Why Write? An Excerpt from Nancy Pagh’s Write Moves

Write Moves

[Nancy Pagh’s new creative writing guide (with readings) is shaped around the idea that creative writing exists to move us. In the excerpt below, from the chapter “Why Write?”, Pagh discusses some of the impulses and experiences that lead creative writers to put words on the page.]

Language That Is Our Own

Creative writers are sometimes stereotyped as sad and solitary figures, but writing is an expression of hope and connection. We need to communicate—to announce we’re here, we exist, we matter. We wouldn’t try to express ourselves if we felt hopeless about the possibility of connection. Even writing in private, just for ourselves, we hope to mean and understand something. No matter what subjects you choose to explore as you push your cursor across the field of the page, understand: as a new writer, you’re not signing up to suffer or to isolate yourself. You’re joining a community of people who write because we hope our words can add up to something that will surprise us, change us, move us and our readers.

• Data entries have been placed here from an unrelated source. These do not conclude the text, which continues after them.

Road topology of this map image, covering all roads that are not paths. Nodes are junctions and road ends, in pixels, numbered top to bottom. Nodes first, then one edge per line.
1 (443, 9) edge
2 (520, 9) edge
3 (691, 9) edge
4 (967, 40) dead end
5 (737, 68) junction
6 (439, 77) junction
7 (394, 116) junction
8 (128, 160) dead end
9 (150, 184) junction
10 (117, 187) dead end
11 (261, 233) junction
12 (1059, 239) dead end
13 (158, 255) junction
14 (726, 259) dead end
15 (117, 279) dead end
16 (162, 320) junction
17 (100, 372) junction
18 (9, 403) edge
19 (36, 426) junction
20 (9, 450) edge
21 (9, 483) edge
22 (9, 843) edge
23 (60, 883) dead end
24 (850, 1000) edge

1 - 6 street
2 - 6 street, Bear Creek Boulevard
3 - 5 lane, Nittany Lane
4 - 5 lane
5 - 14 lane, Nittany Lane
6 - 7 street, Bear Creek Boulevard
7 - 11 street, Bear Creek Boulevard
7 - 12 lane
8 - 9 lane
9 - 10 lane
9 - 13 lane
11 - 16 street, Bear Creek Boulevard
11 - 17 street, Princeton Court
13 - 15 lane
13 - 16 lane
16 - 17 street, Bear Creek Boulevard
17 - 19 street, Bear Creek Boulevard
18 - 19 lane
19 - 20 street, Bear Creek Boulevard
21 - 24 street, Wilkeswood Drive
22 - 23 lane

The urge to write is a close relative to the urge a sculptor has to dig her hands in clay, the urge of a painter to stretch a canvas and move paint around, the urge of a composer to arrange silences between notes. We experience the urge to write for all sorts of different reasons and at different stages in life. Some of us are storytellers from the moment we can talk—we want to invent narratives before we can grip a yellow pencil. Some begin to write the first time we fall in love. New Mexico poet Jimmy Santiago Baca discovered writing poetry as an adult, in a maximum-security prison, as an alternative to violence. Emily Carr wrote in her journals to understand what she was trying to paint in the forests of British Columbia. Neurologist Oliver Sacks began writing at age fourteen: “My journals are not written for others, nor do I usually look at them myself, but they are a special, indispensable form of talking to myself.” My friend Paul started writing poems in his sixties, after his wife Susan died of cancer. Paul was a professor of philosophy, the author of many scholarly essays about medical ethics. But he felt he needed to say and discover something in his grief; although he’d never written a poem before, poetry was the shape his impressions had to make.

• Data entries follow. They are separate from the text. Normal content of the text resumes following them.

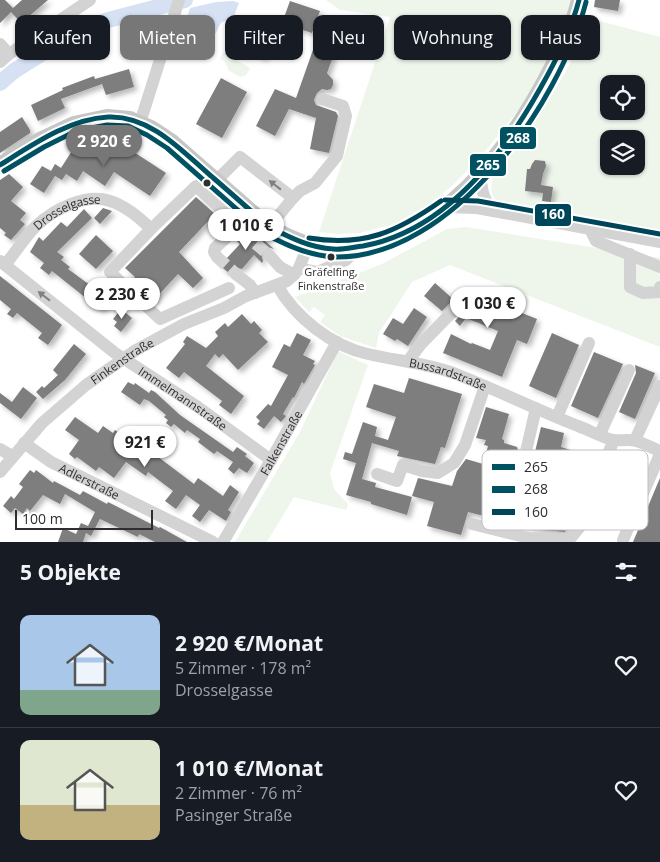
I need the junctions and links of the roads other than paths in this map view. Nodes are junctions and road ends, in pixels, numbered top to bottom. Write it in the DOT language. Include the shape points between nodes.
graph roads {
  1 [pos="90,0"];
  2 [pos="178,0"];
  3 [pos="579,0"];
  4 [pos="0,44"];
  5 [pos="4,58"];
  6 [pos="322,99"];
  7 [pos="140,123"];
  8 [pos="0,165"];
  9 [pos="480,175"];
  10 [pos="217,180"];
  11 [pos="293,198"];
  12 [pos="445,207"];
  13 [pos="494,212"];
  14 [pos="241,222"];
  15 [pos="273,223"];
  16 [pos="148,225"];
  17 [pos="590,229"];
  18 [pos="660,242"];
  19 [pos="308,245"];
  20 [pos="357,248"];
  21 [pos="269,255"];
  22 [pos="217,257"];
  23 [pos="630,259"];
  24 [pos="2,263"];
  25 [pos="660,267"];
  26 [pos="297,272"];
  27 [pos="237,275"];
  28 [pos="277,285"];
  29 [pos="229,288"];
  30 [pos="660,288"];
  31 [pos="254,293"];
  32 [pos="461,304"];
  33 [pos="337,342"];
  34 [pos="589,343"];
  35 [pos="124,358"];
  36 [pos="408,361"];
  37 [pos="629,370"];
  38 [pos="485,386"];
  39 [pos="660,386"];
  40 [pos="536,408"];
  41 [pos="557,418"];
  42 [pos="600,434"];
  43 [pos="614,440"];
  44 [pos="635,440"];
  45 [pos="24,442"];
  46 [pos="0,449"];
  47 [pos="525,450"];
  48 [pos="610,450"];
  49 [pos="660,453"];
  50 [pos="12,456"];
  51 [pos="272,460"];
  52 [pos="0,472"];
  53 [pos="376,474"];
  54 [pos="648,481"];
  55 [pos="472,524"];
  56 [pos="482,526"];
  57 [pos="496,530"];
  58 [pos="577,530"];
  59 [pos="627,530"];
  60 [pos="623,540"];
  61 [pos="213,542"];
  62 [pos="224,542"];
  1 -- 5 [label="street"];
  2 -- 7 [label="street"];
  3 -- 9 [label="main road" via="572,25 534,101 514,133"];
  4 -- 5 [label="street"];
  6 -- 11 [label="street" via="343,106 346,116 337,156 315,183"];
  7 -- 8 [label="main road" via="118,117 74,124"];
  7 -- 10 [label="main road" via="172,142"];
  9 -- 12 [label="main road"];
  9 -- 13 [label="street" via="483,195"];
  11 -- 10 [label="street, one-way" via="240,157"];
  10 -- 14 [label="main road"];
  11 -- 15 [label="street"];
  12 -- 13 [label="street"];
  12 -- 20 [label="main road" via="400,234"];
  13 -- 17 [label="street"];
  14 -- 15 [label="main road"];
  14 -- 16 [label="street" via="196,186"];
  14 -- 22 [label="street" via="215,248"];
  15 -- 19 [label="main road"];
  16 -- 24 [label="street, Drosselgasse" via="110,200 77,202 54,212 36,226"];
  16 -- 29 [label="street" via="110,272 160,318"];
  17 -- 18 [label="street"];
  17 -- 23 [label="street" via="596,241"];
  19 -- 20 [label="main road"];
  19 -- 26 [label="street"];
  20 -- 26 [label="street" via="346,260 318,272"];
  21 -- 26 [label="street" via="280,267"];
  23 -- 25 [label="street"];
  23 -- 30 [label="street" via="630,287 643,293 659,292"];
  35 -- 24 [label="street, Immelmannstraße, one-way"];
  26 -- 28 [label="street, Finkenstraße"];
  27 -- 31 [label="street" via="250,285"];
  28 -- 31 [label="street, Finkenstraße"];
  28 -- 33 [label="street, Bussardstraße" via="296,312"];
  31 -- 35 [label="street, Finkenstraße" via="184,324"];
  32 -- 36 [label="street"];
  33 -- 36 [label="street, Bussardstraße" via="366,354"];
  33 -- 51 [label="street, Falkenstraße"];
  34 -- 41 [label="street"];
  35 -- 45 [label="street, Finkenstraße" via="86,385"];
  35 -- 51 [label="street, Immelmannstraße"];
  36 -- 38 [label="street, Bussardstraße" via="454,373"];
  37 -- 42 [label="street"];
  38 -- 40 [label="street, Bussardstraße"];
  38 -- 53 [label="street" via="466,445 454,463 438,473 403,465 397,481"];
  39 -- 44 [label="street"];
  40 -- 41 [label="street, Bussardstraße"];
  40 -- 47 [label="street"];
  41 -- 42 [label="street, Bussardstraße"];
  42 -- 43 [label="street, Bussardstraße"];
  43 -- 44 [label="street, Bussardstraße"];
  43 -- 48 [label="street"];
  44 -- 49 [label="street"];
  45 -- 50 [label="street, Finkenstraße"];
  45 -- 61 [label="street, Adlerstraße" via="51,462"];
  46 -- 50 [label="street"];
  49 -- 54 [label="street"];
  50 -- 52 [label="street, Finkenstraße"];
  51 -- 62 [label="street, Falkenstraße"];
  55 -- 56 [label="street"];
  57 -- 58 [label="street" via="529,538 569,540"];
  59 -- 60 [label="street"];
}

In Raymond Carver’s story “A Small, Good Thing,” a character named Ann experiences shock and grief over her young son. In a hospital, she shakes her head and tries to speak meaningfully with her husband and their doctor:

“No, no,” she said. “I can’t leave him here, no.” She heard herself say that and thought    how unfair it was that the only words that came out were the sort of words used on TV   shows where people were stunned by violent or sudden deaths. She wanted her words to be her own.

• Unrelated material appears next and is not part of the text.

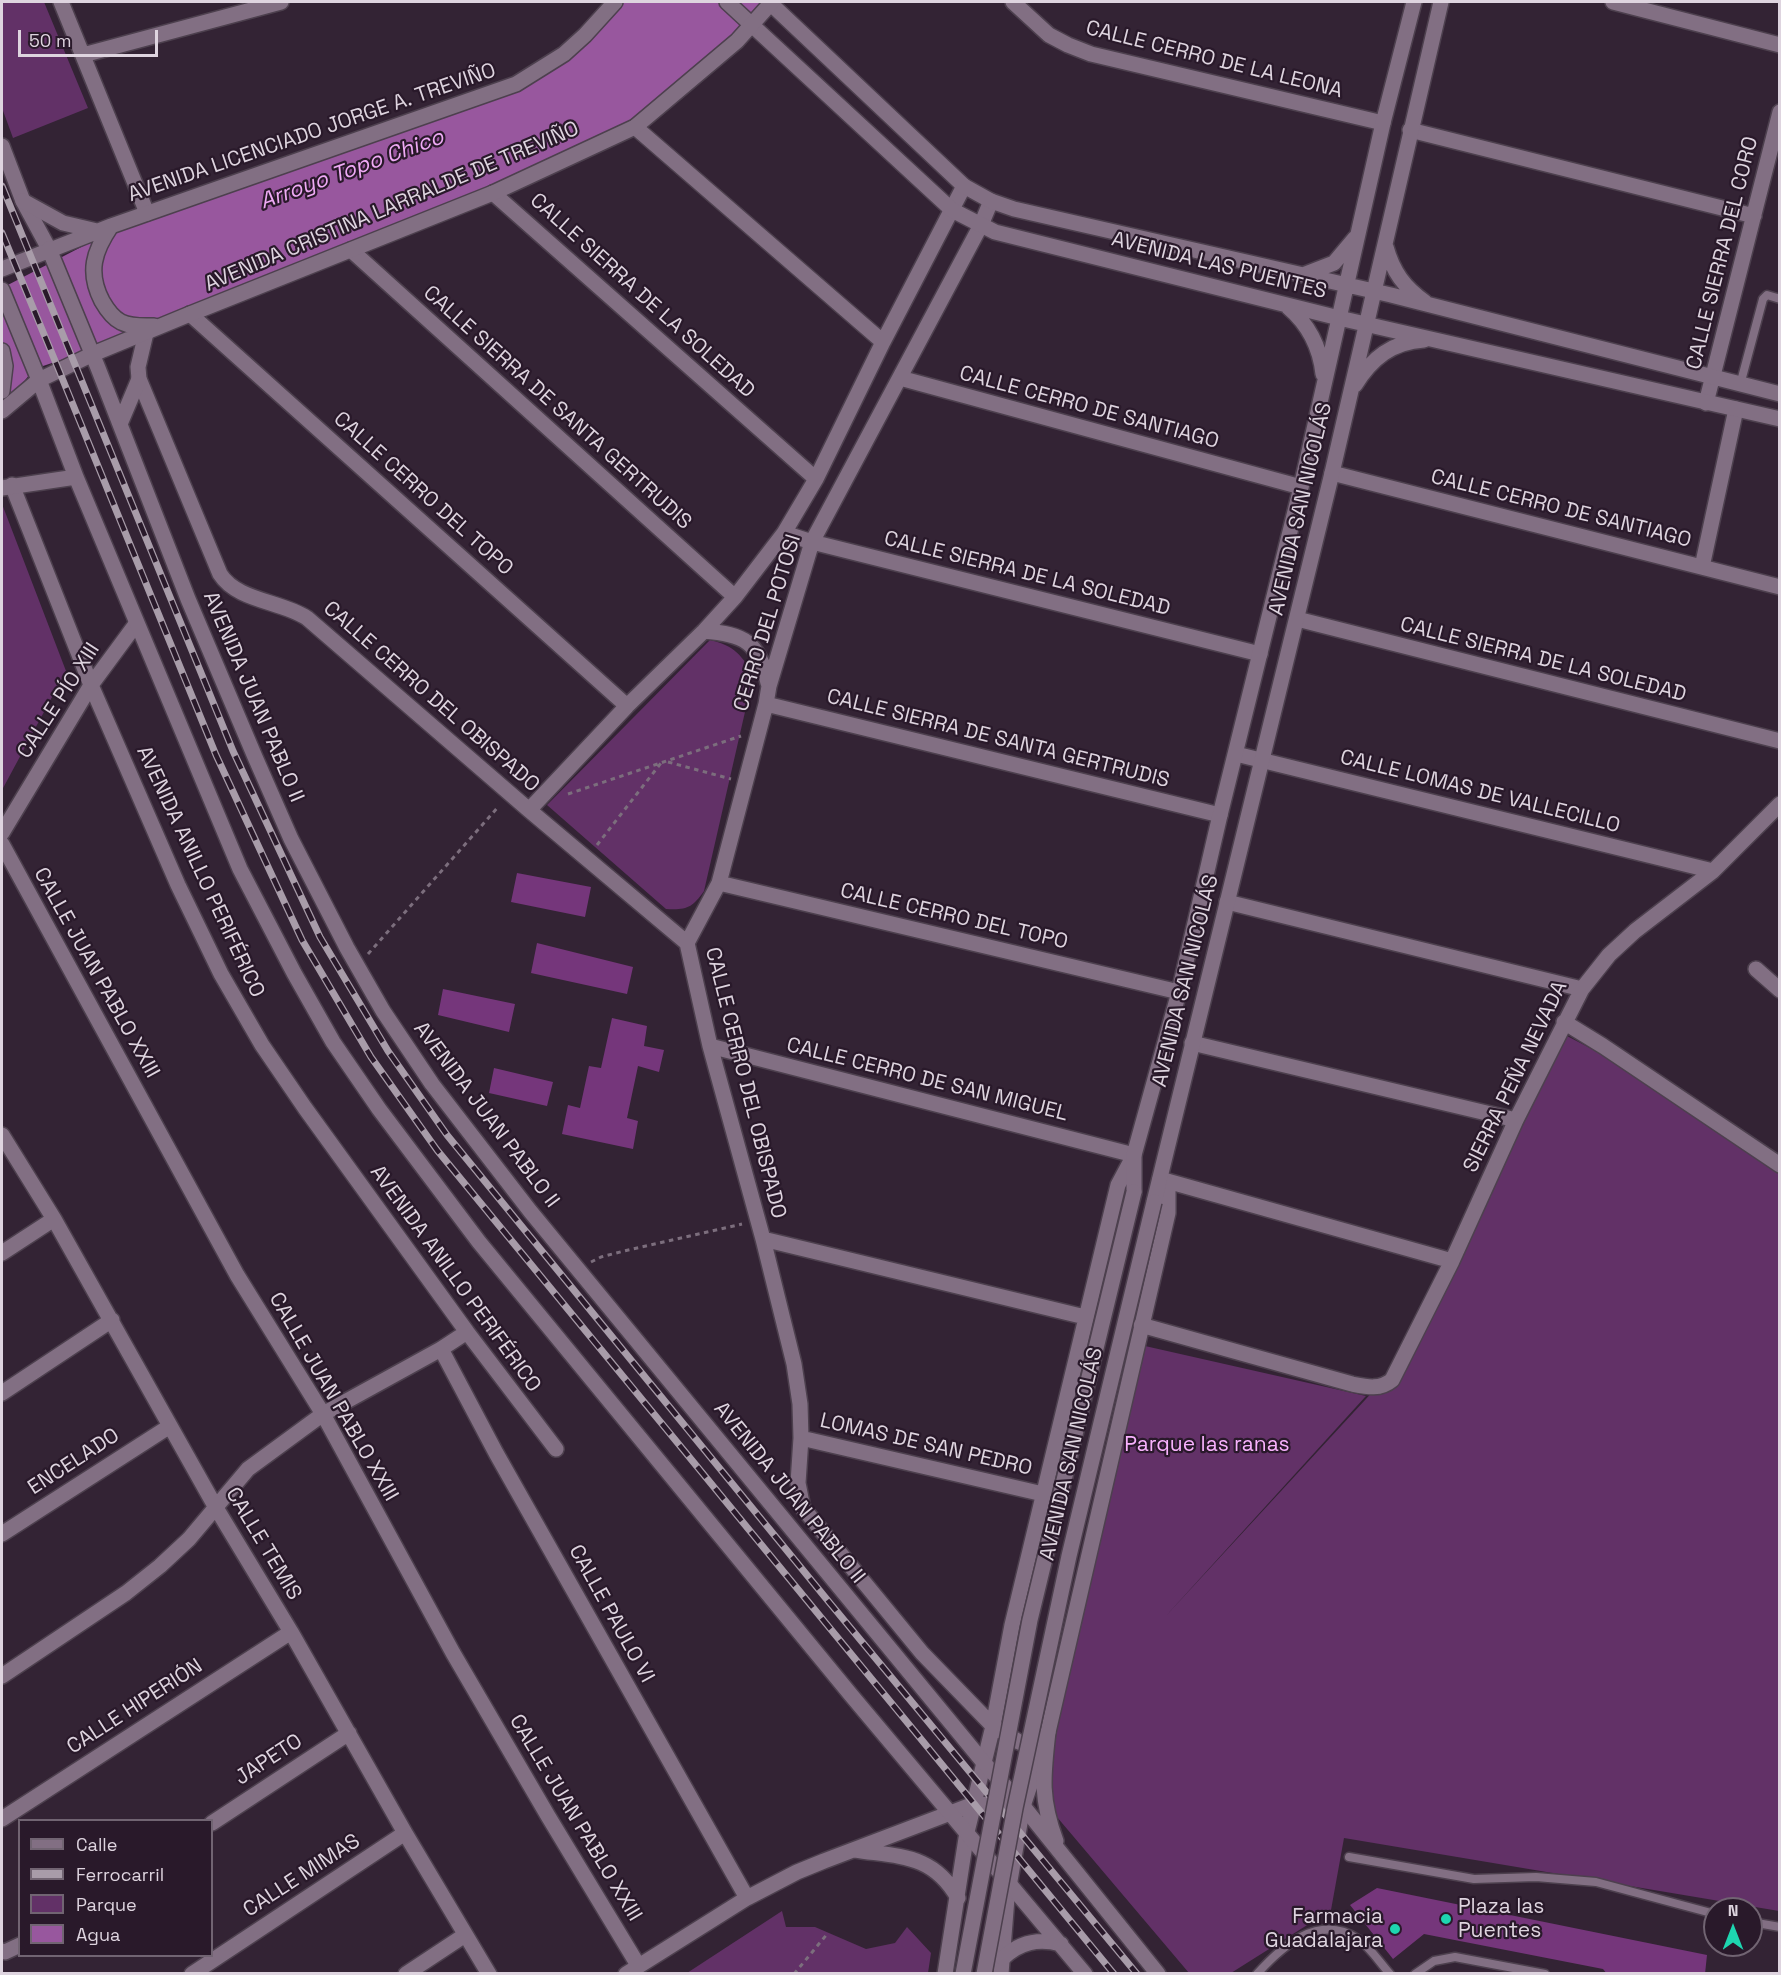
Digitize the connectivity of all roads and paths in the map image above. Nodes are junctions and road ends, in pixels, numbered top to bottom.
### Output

How rare it is, and yet how necessary it sometimes feels, to have the ability to use authentic language that is our own. Words surround and interrupt us almost constantly, usually written with the intent to sell, manipulate, or distract us. We learn to tune them out—and when we do listen, it’s with a healthy dose of skepticism. What we say, write, and even think tends to adopt the qualities of this bombarding, synthetic language. But when something really matters to us, we want to get outside the superficiality and sameness of that language, using words to dig someplace deep, explicit, and true. Although it is not “therapy,” creative writing is (in Richard Hugo’s words) “a slow, accumulative way of accepting one’s life as valid.”